Action item: Give the entries below again exactly. Their pictures are not needed.

Records to process: Begin

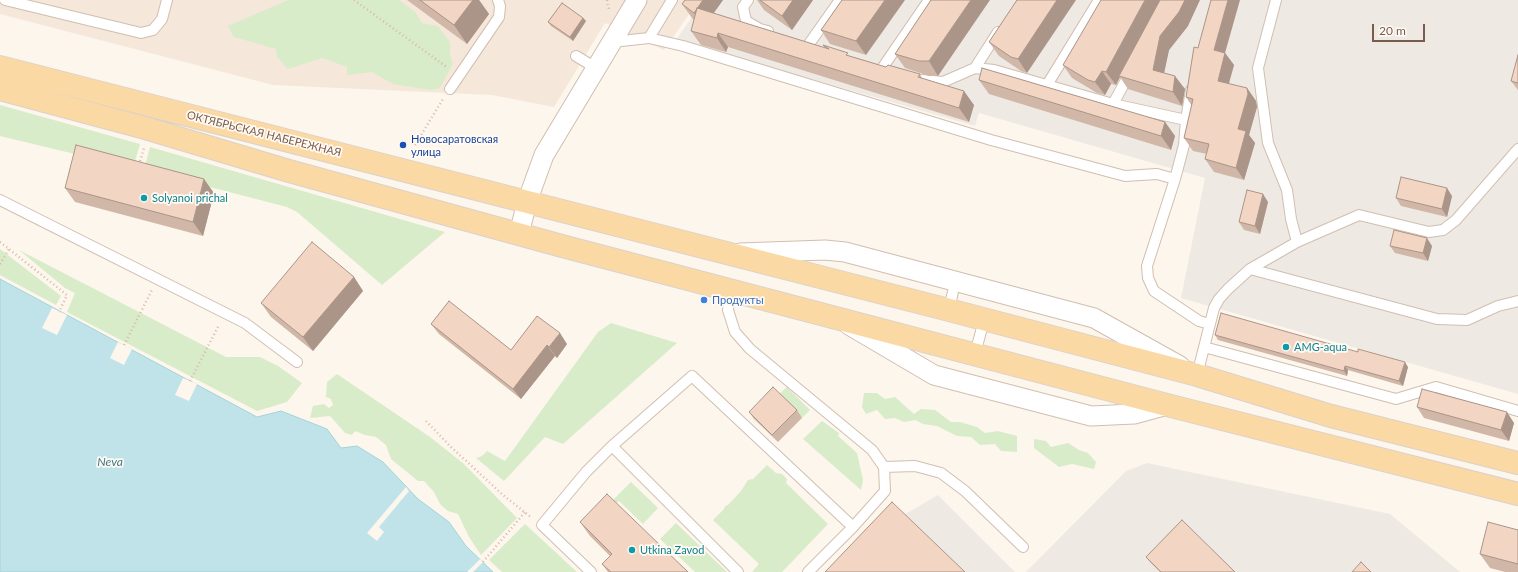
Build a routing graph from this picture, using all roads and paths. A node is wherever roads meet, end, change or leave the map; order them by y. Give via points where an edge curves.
1 (5, 0) edge
2 (167, 0) edge
3 (354, 0) edge
4 (498, 0) edge
5 (637, 0) edge
6 (672, 0) edge
7 (748, 0) edge
8 (840, 0) edge
9 (929, 0) edge
10 (1099, 0) edge
11 (1276, 0) edge
12 (1002, 24) edge
13 (781, 36) edge
14 (649, 38) junction
15 (612, 42) junction
16 (809, 44) edge
17 (576, 56) dead end
18 (1135, 63) edge
19 (0, 67) edge
20 (883, 67) edge
21 (596, 68) junction
22 (975, 68) junction
23 (459, 76) junction
24 (913, 77) edge
25 (1192, 83) edge
26 (1047, 85) junction
27 (0, 88) edge
28 (450, 89) joint
29 (1112, 104) junction
30 (1186, 120) junction
31 (145, 142) dead end
32 (415, 145) dead end
33 (1518, 149) edge
34 (139, 165) edge
35 (1175, 179) junction
36 (0, 200) edge
37 (527, 202) junction
38 (519, 234) junction
39 (0, 242) edge
40 (1297, 242) junction
41 (9, 249) junction
42 (726, 253) junction
43 (0, 264) edge
44 (1250, 270) junction
45 (158, 280) junction
46 (955, 282) junction
47 (730, 291) junction
48 (1518, 301) edge
49 (949, 310) junction
50 (59, 312) dead end
51 (225, 314) junction
52 (836, 317) junction
53 (984, 320) junction
54 (1210, 324) junction
55 (124, 345) dead end
56 (1204, 347) junction
57 (975, 354) junction
58 (297, 362) dead end
59 (1197, 376) junction
60 (190, 381) dead end
61 (1167, 405) junction
62 (1518, 411) edge
63 (426, 421) dead end
64 (612, 446) junction
65 (1518, 463) edge
66 (884, 467) junction
67 (1518, 494) edge
68 (525, 512) junction
69 (542, 525) junction
70 (853, 527) junction
71 (1023, 547) dead end
72 (483, 562) dead end
73 (591, 572) edge
74 (738, 572) edge
75 (808, 572) edge

1 - 2 lane via 141,33 153,30 162,19
3 - 23 path
4 - 23 lane via 499,17
5 - 15 street
6 - 14 lane
7 - 13 lane via 743,7 746,20 760,29
8 - 16 lane
9 - 20 lane
10 - 26 lane
11 - 40 lane via 1258,68 1268,143 1287,190
12 - 22 lane
14 - 15 lane
14 - 35 lane via 683,46 998,142 1125,176 1157,174
15 - 21 street
17 - 21 lane
18 - 29 lane
19 - 37 main road, ОКТЯБРЬСКАЯ НАБЕРЕЖНАЯ
21 - 37 street via 544,155
22 - 24 lane via 943,82 928,82
22 - 26 lane via 994,70
23 - 28 lane
25 - 30 lane
26 - 29 lane
27 - 38 main road
28 - 32 path
29 - 30 lane
30 - 35 lane via 1184,145
31 - 34 path
33 - 40 lane via 1456,220 1442,230 1429,232 1359,215
35 - 54 lane via 1148,266 1148,278 1154,291 1199,321
36 - 45 lane
37 - 38 street
37 - 42 main road, ОКТЯБРЬСКАЯ НАБЕРЕЖНАЯ
38 - 47 main road
39 - 41 path
40 - 44 lane
41 - 43 path
41 - 50 path via 67,294
42 - 46 street via 825,250 845,252
42 - 49 main road, ОКТЯБРЬСКАЯ НАБЕРЕЖНАЯ
44 - 48 lane via 1437,319 1467,320 1498,306
44 - 54 lane via 1219,299
45 - 51 lane
45 - 55 path
46 - 49 lane
46 - 59 street via 1094,318
47 - 52 main road
47 - 66 lane via 728,310 735,332 750,349 872,450
49 - 53 main road, ОКТЯБРЬСКАЯ НАБЕРЕЖНАЯ
51 - 58 lane via 245,323
51 - 60 path
52 - 57 main road
52 - 61 street via 934,375 1091,416 1134,414
53 - 57 lane
53 - 59 main road, ОКТЯБРЬСКАЯ НАБЕРЕЖНАЯ
54 - 56 lane
56 - 59 lane
56 - 62 lane via 1396,399 1436,387
57 - 61 main road
59 - 65 main road, ОКТЯБРЬСКАЯ НАБЕРЕЖНАЯ via 1331,416
61 - 67 main road
63 - 68 path via 456,452
64 - 69 lane via 586,472
64 - 70 lane via 692,376
64 - 74 lane
66 - 70 lane via 885,491
66 - 71 lane via 915,466 941,474 965,491
68 - 69 path
68 - 72 path
69 - 73 lane
70 - 75 lane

Records to process: End

Exercise result:
Build a routing graph from this picture, using all roads and paths. A node is wherever roads meet, end, change or leave the map; order them by y. Give via points where an edge curves.
1 (5, 0) edge
2 (167, 0) edge
3 (354, 0) edge
4 (498, 0) edge
5 (637, 0) edge
6 (672, 0) edge
7 (748, 0) edge
8 (840, 0) edge
9 (929, 0) edge
10 (1099, 0) edge
11 (1276, 0) edge
12 (1002, 24) edge
13 (781, 36) edge
14 (649, 38) junction
15 (612, 42) junction
16 (809, 44) edge
17 (576, 56) dead end
18 (1135, 63) edge
19 (0, 67) edge
20 (883, 67) edge
21 (596, 68) junction
22 (975, 68) junction
23 (459, 76) junction
24 (913, 77) edge
25 (1192, 83) edge
26 (1047, 85) junction
27 (0, 88) edge
28 (450, 89) joint
29 (1112, 104) junction
30 (1186, 120) junction
31 (145, 142) dead end
32 (415, 145) dead end
33 (1518, 149) edge
34 (139, 165) edge
35 (1175, 179) junction
36 (0, 200) edge
37 (527, 202) junction
38 (519, 234) junction
39 (0, 242) edge
40 (1297, 242) junction
41 (9, 249) junction
42 (726, 253) junction
43 (0, 264) edge
44 (1250, 270) junction
45 (158, 280) junction
46 (955, 282) junction
47 (730, 291) junction
48 (1518, 301) edge
49 (949, 310) junction
50 (59, 312) dead end
51 (225, 314) junction
52 (836, 317) junction
53 (984, 320) junction
54 (1210, 324) junction
55 (124, 345) dead end
56 (1204, 347) junction
57 (975, 354) junction
58 (297, 362) dead end
59 (1197, 376) junction
60 (190, 381) dead end
61 (1167, 405) junction
62 (1518, 411) edge
63 (426, 421) dead end
64 (612, 446) junction
65 (1518, 463) edge
66 (884, 467) junction
67 (1518, 494) edge
68 (525, 512) junction
69 (542, 525) junction
70 (853, 527) junction
71 (1023, 547) dead end
72 (483, 562) dead end
73 (591, 572) edge
74 (738, 572) edge
75 (808, 572) edge

1 - 2 lane via 141,33 153,30 162,19
3 - 23 path
4 - 23 lane via 499,17
5 - 15 street
6 - 14 lane
7 - 13 lane via 743,7 746,20 760,29
8 - 16 lane
9 - 20 lane
10 - 26 lane
11 - 40 lane via 1258,68 1268,143 1287,190
12 - 22 lane
14 - 15 lane
14 - 35 lane via 683,46 998,142 1125,176 1157,174
15 - 21 street
17 - 21 lane
18 - 29 lane
19 - 37 main road, ОКТЯБРЬСКАЯ НАБЕРЕЖНАЯ
21 - 37 street via 544,155
22 - 24 lane via 943,82 928,82
22 - 26 lane via 994,70
23 - 28 lane
25 - 30 lane
26 - 29 lane
27 - 38 main road
28 - 32 path
29 - 30 lane
30 - 35 lane via 1184,145
31 - 34 path
33 - 40 lane via 1456,220 1442,230 1429,232 1359,215
35 - 54 lane via 1148,266 1148,278 1154,291 1199,321
36 - 45 lane
37 - 38 street
37 - 42 main road, ОКТЯБРЬСКАЯ НАБЕРЕЖНАЯ
38 - 47 main road
39 - 41 path
40 - 44 lane
41 - 43 path
41 - 50 path via 67,294
42 - 46 street via 825,250 845,252
42 - 49 main road, ОКТЯБРЬСКАЯ НАБЕРЕЖНАЯ
44 - 48 lane via 1437,319 1467,320 1498,306
44 - 54 lane via 1219,299
45 - 51 lane
45 - 55 path
46 - 49 lane
46 - 59 street via 1094,318
47 - 52 main road
47 - 66 lane via 728,310 735,332 750,349 872,450
49 - 53 main road, ОКТЯБРЬСКАЯ НАБЕРЕЖНАЯ
51 - 58 lane via 245,323
51 - 60 path
52 - 57 main road
52 - 61 street via 934,375 1091,416 1134,414
53 - 57 lane
53 - 59 main road, ОКТЯБРЬСКАЯ НАБЕРЕЖНАЯ
54 - 56 lane
56 - 59 lane
56 - 62 lane via 1396,399 1436,387
57 - 61 main road
59 - 65 main road, ОКТЯБРЬСКАЯ НАБЕРЕЖНАЯ via 1331,416
61 - 67 main road
63 - 68 path via 456,452
64 - 69 lane via 586,472
64 - 70 lane via 692,376
64 - 74 lane
66 - 70 lane via 885,491
66 - 71 lane via 915,466 941,474 965,491
68 - 69 path
68 - 72 path
69 - 73 lane
70 - 75 lane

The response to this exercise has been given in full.